About this task:
Run through the records and show each line that includes the string "Left".

[Dataset entries]

▬▬▬▬▬▬

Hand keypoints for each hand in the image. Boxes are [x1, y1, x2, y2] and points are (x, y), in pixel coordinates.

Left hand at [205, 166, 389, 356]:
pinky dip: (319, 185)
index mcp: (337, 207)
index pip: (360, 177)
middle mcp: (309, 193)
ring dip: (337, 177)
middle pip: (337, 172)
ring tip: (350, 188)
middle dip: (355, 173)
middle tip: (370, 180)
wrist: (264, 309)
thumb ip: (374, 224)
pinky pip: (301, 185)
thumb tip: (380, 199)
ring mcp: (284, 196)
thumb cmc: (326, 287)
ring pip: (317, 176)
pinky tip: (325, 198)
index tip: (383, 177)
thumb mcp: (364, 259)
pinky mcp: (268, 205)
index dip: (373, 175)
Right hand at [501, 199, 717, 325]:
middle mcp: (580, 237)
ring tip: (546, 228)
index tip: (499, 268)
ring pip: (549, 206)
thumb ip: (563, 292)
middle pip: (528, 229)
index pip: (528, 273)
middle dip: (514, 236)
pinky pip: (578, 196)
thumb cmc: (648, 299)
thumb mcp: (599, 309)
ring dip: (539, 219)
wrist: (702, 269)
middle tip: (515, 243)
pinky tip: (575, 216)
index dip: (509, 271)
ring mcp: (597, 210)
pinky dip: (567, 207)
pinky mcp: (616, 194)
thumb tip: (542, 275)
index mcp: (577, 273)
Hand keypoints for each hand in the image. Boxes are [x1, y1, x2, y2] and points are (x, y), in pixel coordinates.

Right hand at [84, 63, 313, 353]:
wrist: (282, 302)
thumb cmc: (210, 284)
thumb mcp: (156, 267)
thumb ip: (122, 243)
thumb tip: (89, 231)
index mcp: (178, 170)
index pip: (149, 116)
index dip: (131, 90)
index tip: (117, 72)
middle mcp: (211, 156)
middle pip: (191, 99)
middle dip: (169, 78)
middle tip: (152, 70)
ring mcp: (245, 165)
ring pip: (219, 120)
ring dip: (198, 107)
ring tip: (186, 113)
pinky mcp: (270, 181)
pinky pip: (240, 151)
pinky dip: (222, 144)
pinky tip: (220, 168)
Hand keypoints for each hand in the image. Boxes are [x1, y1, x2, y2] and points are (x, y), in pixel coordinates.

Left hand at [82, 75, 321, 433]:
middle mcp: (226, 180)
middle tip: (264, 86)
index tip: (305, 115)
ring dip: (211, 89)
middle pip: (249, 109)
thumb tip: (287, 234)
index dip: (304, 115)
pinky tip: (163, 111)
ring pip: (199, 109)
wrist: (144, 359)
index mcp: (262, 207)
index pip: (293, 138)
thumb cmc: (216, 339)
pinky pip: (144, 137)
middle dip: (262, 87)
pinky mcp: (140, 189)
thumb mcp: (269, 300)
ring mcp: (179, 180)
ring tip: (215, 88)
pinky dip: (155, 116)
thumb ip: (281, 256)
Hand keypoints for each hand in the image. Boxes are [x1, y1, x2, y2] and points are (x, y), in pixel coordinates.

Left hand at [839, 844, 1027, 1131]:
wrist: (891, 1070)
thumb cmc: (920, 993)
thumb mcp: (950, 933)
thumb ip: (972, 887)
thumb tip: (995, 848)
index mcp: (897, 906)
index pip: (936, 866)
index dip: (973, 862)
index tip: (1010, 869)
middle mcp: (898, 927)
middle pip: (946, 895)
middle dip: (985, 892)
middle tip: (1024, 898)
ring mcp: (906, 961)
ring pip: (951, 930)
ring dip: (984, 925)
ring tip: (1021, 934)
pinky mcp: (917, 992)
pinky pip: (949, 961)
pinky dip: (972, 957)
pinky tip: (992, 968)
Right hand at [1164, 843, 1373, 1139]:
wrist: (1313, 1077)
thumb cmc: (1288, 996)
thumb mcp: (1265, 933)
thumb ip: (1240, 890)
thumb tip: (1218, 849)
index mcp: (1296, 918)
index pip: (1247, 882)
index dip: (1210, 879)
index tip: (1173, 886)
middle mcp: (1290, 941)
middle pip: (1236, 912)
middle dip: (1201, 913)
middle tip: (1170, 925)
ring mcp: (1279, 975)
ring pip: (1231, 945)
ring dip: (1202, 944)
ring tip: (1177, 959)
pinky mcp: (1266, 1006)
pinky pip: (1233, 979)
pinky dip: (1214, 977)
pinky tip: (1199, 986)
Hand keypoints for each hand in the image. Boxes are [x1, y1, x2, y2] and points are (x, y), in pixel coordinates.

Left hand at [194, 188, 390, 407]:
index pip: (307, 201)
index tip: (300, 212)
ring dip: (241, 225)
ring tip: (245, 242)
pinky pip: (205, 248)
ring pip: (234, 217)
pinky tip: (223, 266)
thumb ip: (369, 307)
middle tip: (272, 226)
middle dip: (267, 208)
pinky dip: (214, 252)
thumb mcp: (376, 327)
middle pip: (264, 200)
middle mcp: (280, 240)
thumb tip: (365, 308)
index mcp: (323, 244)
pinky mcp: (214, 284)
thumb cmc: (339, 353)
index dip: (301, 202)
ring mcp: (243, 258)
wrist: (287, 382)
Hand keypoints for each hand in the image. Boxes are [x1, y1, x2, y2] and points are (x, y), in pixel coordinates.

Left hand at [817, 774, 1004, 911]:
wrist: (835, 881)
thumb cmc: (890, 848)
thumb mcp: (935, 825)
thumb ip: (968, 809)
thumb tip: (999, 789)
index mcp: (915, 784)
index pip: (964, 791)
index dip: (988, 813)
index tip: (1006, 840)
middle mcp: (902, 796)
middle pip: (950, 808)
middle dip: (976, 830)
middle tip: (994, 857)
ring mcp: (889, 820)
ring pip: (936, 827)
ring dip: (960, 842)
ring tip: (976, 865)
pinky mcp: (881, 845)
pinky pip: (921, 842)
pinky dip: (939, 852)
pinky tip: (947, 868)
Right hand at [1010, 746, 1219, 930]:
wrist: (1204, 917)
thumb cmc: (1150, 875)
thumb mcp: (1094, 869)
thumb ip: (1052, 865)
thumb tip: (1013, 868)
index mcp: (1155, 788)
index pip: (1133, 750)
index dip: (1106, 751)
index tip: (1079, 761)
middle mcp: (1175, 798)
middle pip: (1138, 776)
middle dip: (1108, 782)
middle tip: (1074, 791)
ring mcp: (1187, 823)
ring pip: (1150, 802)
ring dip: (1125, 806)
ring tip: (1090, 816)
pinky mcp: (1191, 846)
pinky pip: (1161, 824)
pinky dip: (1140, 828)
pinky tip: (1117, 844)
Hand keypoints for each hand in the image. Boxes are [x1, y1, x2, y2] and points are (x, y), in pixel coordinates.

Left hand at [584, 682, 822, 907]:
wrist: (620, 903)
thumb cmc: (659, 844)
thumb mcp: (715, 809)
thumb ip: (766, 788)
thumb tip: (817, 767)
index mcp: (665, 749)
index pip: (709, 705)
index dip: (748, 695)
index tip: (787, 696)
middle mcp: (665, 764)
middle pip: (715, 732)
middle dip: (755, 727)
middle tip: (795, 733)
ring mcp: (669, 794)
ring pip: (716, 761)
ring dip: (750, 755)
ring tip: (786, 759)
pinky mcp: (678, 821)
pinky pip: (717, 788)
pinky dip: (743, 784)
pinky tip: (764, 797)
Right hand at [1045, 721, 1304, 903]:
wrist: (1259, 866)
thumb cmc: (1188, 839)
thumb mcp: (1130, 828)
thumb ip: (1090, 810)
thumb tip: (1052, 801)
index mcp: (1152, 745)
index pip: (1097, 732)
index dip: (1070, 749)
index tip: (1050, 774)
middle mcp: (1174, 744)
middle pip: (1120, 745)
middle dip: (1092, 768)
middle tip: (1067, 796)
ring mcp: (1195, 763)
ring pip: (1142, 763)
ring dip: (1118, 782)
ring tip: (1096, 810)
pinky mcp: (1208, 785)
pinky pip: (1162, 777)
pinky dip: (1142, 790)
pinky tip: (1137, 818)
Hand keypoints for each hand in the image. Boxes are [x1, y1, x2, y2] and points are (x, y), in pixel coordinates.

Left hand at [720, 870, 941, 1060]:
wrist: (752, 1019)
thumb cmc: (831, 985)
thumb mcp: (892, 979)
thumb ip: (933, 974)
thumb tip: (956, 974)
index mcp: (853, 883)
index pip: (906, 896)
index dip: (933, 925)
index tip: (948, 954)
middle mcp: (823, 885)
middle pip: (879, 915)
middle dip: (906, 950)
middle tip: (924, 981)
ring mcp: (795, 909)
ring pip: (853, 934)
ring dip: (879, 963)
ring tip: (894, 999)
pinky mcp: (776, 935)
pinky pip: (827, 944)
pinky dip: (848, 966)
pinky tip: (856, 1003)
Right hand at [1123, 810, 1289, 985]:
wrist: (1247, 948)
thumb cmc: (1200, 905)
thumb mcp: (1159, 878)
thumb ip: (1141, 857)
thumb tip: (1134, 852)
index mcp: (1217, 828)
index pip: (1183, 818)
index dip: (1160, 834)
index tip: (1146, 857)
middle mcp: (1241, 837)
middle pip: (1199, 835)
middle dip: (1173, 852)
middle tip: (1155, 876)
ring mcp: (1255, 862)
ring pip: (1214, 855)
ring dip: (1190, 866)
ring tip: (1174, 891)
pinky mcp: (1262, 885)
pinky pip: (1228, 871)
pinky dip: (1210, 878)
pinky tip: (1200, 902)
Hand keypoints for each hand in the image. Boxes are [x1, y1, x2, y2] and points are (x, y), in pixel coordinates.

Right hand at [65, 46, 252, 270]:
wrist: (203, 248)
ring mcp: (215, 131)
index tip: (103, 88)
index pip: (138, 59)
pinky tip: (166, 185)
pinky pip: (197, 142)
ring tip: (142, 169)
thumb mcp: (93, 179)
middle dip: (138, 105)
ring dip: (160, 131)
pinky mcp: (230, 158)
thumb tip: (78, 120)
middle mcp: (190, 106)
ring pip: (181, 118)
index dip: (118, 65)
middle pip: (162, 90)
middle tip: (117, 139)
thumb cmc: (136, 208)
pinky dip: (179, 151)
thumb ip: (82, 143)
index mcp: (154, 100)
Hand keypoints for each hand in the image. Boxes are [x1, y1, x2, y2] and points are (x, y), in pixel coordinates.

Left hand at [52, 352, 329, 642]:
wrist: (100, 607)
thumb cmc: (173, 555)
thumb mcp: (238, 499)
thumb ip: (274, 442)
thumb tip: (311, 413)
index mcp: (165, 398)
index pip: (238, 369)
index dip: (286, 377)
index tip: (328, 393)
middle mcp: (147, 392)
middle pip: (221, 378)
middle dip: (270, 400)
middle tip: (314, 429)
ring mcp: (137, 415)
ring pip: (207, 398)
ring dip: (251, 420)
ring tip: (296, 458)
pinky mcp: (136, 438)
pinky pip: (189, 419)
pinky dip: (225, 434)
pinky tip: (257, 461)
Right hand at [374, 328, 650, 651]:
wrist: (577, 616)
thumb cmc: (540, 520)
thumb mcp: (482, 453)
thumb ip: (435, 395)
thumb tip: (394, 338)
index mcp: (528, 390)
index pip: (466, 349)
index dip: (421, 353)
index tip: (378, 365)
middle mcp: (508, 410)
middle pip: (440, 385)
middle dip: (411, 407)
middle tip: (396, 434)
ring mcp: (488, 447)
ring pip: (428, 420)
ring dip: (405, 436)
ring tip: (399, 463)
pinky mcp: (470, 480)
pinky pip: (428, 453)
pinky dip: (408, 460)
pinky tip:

▬▬▬▬▬▬

Written response:
Left hand at [205, 166, 389, 356]:
Left hand at [82, 75, 321, 433]:
Left hand at [839, 844, 1027, 1131]:
Left hand at [194, 188, 390, 407]:
Left hand at [817, 774, 1004, 911]:
Left hand at [584, 682, 822, 907]:
Left hand at [720, 870, 941, 1060]:
Left hand at [52, 352, 329, 642]:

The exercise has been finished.